Collected data entries:
========================================

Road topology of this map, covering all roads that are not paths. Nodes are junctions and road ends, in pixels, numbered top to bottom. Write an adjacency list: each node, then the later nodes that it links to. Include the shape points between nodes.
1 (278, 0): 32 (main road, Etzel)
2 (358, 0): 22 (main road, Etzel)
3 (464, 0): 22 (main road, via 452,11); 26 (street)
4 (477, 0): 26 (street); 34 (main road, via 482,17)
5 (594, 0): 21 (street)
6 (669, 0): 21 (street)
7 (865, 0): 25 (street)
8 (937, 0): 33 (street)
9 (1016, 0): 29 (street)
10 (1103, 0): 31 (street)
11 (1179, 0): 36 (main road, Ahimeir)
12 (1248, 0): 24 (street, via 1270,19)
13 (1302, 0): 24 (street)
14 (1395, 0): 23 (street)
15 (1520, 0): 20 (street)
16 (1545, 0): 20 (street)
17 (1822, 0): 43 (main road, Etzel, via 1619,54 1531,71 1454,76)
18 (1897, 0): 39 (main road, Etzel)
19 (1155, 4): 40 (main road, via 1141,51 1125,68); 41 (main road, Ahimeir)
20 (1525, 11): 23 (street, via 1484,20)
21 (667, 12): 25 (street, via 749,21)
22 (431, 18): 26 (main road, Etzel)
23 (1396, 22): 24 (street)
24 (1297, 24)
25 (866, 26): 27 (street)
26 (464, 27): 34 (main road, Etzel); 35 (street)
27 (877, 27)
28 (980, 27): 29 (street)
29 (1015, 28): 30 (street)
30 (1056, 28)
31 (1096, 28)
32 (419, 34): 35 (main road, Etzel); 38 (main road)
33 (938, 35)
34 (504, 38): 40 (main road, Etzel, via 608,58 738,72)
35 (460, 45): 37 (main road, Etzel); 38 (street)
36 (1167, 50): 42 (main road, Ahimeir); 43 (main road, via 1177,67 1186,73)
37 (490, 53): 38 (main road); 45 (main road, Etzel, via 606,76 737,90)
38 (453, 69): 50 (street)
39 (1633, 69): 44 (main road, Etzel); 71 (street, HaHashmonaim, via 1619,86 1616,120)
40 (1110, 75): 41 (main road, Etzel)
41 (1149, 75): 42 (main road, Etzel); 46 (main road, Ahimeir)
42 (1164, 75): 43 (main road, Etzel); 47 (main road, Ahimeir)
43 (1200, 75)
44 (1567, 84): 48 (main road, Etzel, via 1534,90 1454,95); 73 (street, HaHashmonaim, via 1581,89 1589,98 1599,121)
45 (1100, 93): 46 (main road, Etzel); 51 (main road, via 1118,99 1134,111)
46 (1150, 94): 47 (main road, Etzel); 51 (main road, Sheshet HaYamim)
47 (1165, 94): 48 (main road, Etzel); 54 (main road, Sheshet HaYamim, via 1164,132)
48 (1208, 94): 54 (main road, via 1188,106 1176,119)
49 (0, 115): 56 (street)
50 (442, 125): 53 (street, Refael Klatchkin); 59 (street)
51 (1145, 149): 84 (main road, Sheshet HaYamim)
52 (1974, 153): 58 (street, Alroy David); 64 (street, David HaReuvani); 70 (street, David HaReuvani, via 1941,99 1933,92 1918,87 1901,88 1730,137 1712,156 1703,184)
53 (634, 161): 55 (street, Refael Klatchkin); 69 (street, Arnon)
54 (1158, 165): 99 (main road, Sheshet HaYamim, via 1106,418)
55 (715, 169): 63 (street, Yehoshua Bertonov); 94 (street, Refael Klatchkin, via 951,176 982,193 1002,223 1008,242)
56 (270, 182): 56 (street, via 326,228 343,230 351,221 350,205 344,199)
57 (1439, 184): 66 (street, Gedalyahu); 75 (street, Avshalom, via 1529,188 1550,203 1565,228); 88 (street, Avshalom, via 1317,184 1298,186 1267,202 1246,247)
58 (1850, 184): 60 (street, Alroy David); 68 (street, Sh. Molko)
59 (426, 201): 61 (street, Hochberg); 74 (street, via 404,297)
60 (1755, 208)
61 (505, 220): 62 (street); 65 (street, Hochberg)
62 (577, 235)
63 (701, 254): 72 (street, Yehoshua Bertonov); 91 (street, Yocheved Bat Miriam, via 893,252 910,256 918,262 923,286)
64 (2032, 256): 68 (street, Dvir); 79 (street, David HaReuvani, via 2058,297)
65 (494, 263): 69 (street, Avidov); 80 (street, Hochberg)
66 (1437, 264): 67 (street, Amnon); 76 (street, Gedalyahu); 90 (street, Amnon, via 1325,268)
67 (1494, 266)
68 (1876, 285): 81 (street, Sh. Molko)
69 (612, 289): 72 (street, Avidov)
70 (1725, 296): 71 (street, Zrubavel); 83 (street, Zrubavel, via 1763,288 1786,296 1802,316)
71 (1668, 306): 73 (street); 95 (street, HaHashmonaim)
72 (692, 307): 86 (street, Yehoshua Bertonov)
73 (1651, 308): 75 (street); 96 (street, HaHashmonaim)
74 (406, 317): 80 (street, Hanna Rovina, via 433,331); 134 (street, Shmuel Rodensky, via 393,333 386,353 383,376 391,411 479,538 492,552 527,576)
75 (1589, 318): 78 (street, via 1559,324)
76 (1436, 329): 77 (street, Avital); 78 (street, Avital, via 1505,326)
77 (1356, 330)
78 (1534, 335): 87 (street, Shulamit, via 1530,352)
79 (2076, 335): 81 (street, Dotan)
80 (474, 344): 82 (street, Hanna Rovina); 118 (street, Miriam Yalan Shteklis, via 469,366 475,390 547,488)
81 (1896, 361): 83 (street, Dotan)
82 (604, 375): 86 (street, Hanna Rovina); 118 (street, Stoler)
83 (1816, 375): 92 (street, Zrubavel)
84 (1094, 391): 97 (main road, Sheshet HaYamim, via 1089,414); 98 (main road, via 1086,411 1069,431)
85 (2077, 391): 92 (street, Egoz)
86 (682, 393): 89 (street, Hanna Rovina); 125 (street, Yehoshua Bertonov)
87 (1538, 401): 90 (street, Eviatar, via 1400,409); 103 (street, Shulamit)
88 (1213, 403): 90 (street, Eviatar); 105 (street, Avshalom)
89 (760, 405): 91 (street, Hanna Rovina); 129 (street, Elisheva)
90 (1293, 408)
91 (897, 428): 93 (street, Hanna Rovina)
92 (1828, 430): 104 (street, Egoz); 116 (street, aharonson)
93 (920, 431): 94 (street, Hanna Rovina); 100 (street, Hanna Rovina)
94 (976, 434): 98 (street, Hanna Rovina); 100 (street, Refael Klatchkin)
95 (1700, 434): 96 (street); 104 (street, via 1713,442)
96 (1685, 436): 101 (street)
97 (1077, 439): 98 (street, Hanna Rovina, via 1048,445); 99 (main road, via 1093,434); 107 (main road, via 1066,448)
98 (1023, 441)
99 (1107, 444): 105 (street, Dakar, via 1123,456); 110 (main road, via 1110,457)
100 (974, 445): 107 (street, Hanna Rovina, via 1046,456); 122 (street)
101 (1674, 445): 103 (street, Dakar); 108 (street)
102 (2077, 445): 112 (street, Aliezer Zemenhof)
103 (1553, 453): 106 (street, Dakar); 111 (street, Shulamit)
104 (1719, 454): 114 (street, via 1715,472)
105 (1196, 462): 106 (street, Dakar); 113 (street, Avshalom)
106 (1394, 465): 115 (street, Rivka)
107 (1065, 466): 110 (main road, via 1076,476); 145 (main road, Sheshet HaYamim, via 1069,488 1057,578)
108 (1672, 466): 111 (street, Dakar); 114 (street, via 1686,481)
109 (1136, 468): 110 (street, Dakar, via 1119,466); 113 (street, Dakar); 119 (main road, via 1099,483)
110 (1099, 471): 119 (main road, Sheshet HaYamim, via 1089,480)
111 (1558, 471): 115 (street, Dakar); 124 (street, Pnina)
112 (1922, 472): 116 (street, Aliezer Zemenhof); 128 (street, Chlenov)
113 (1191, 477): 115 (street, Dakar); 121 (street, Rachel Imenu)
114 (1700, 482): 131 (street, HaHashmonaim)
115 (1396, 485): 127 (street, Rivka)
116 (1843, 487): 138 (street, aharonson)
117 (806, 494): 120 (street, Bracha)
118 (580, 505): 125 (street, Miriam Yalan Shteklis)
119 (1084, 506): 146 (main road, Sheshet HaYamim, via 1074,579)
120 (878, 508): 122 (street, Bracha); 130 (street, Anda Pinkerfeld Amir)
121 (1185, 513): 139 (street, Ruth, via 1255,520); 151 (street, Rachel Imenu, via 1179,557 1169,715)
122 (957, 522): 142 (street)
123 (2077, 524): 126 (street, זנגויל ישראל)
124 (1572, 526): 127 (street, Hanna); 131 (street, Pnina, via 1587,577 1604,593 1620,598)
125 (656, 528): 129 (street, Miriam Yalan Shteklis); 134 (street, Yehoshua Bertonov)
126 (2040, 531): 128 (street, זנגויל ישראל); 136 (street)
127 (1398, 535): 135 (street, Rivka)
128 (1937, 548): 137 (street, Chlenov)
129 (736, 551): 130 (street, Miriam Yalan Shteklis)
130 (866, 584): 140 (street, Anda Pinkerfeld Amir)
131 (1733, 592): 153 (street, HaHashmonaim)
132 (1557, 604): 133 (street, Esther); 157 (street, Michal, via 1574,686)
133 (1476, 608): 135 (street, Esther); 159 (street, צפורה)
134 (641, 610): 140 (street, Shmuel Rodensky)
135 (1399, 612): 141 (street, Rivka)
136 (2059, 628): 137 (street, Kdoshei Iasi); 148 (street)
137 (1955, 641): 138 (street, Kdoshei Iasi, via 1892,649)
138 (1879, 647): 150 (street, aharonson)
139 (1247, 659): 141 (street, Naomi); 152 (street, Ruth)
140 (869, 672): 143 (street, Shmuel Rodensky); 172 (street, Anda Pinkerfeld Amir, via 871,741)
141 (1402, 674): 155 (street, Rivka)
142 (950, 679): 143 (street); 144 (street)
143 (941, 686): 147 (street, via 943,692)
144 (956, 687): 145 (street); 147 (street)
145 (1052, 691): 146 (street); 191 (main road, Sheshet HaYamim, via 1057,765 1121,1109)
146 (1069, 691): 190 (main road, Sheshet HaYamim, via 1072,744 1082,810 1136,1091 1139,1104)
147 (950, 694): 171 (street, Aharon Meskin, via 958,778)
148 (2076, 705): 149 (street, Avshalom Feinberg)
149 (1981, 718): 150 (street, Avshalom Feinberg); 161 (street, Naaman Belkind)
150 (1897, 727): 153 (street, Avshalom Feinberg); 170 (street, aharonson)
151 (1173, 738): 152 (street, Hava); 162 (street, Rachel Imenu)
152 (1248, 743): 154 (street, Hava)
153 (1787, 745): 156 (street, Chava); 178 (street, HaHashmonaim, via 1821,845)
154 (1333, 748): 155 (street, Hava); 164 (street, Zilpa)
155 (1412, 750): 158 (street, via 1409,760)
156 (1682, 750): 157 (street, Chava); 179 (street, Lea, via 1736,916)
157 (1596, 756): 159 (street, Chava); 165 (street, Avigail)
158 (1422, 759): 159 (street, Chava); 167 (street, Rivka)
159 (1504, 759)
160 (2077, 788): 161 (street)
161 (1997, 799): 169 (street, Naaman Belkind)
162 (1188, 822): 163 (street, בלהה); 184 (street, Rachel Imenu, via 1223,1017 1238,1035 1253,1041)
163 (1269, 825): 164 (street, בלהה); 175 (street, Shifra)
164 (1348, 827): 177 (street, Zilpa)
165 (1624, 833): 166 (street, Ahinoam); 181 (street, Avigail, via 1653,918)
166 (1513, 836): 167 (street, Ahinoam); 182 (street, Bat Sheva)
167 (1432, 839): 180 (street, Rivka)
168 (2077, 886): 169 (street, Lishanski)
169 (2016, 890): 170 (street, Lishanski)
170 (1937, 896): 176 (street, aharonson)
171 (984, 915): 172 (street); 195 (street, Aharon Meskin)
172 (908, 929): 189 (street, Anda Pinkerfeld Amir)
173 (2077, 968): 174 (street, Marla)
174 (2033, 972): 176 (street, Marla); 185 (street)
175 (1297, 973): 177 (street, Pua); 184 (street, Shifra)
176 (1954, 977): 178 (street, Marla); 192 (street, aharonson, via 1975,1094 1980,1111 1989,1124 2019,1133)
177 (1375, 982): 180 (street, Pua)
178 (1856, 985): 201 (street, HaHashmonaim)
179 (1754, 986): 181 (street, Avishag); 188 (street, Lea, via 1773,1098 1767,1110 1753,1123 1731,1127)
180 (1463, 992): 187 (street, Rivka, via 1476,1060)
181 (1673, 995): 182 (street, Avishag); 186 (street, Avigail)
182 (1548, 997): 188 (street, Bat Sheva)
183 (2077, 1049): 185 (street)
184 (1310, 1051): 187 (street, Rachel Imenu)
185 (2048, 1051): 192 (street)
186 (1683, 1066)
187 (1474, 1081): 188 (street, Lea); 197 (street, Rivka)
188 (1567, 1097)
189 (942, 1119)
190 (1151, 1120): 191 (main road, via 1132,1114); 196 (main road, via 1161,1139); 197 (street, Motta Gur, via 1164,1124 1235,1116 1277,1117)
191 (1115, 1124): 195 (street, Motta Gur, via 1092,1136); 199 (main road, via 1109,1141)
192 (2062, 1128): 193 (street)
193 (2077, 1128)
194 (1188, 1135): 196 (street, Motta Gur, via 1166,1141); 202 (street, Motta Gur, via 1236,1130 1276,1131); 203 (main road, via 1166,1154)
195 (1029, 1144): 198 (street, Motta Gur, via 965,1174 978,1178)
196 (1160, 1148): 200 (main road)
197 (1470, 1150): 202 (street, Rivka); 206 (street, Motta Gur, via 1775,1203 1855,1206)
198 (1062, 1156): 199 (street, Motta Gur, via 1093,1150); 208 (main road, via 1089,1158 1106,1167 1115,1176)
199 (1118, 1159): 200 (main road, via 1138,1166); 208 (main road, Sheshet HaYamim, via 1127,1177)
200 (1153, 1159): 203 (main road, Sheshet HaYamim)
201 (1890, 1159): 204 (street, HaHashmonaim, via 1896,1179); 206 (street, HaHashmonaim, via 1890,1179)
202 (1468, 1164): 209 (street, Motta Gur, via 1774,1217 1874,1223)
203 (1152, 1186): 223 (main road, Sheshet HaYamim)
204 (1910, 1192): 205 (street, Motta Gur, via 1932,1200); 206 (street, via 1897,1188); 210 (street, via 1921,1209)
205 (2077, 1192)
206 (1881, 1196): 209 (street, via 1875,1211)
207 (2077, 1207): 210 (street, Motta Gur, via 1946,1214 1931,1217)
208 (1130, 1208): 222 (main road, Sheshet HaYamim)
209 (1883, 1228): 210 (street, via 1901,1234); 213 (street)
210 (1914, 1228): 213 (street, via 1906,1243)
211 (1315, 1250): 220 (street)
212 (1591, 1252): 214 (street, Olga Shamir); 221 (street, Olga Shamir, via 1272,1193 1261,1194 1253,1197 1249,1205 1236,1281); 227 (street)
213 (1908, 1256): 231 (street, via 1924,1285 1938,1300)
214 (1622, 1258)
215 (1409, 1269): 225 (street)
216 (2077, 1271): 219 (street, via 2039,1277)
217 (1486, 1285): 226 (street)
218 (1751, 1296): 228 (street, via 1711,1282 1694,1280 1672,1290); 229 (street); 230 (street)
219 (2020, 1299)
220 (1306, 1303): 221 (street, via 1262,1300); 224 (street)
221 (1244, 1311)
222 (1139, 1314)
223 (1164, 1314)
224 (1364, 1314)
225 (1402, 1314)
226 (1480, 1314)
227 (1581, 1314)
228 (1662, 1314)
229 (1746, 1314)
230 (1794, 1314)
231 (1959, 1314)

========================================

WHAT YOU HAVE TO DO: Copy each line from the data above that includes "Molko".

YOUR SOLUTION:
58 (1850, 184): 60 (street, Alroy David); 68 (street, Sh. Molko)
68 (1876, 285): 81 (street, Sh. Molko)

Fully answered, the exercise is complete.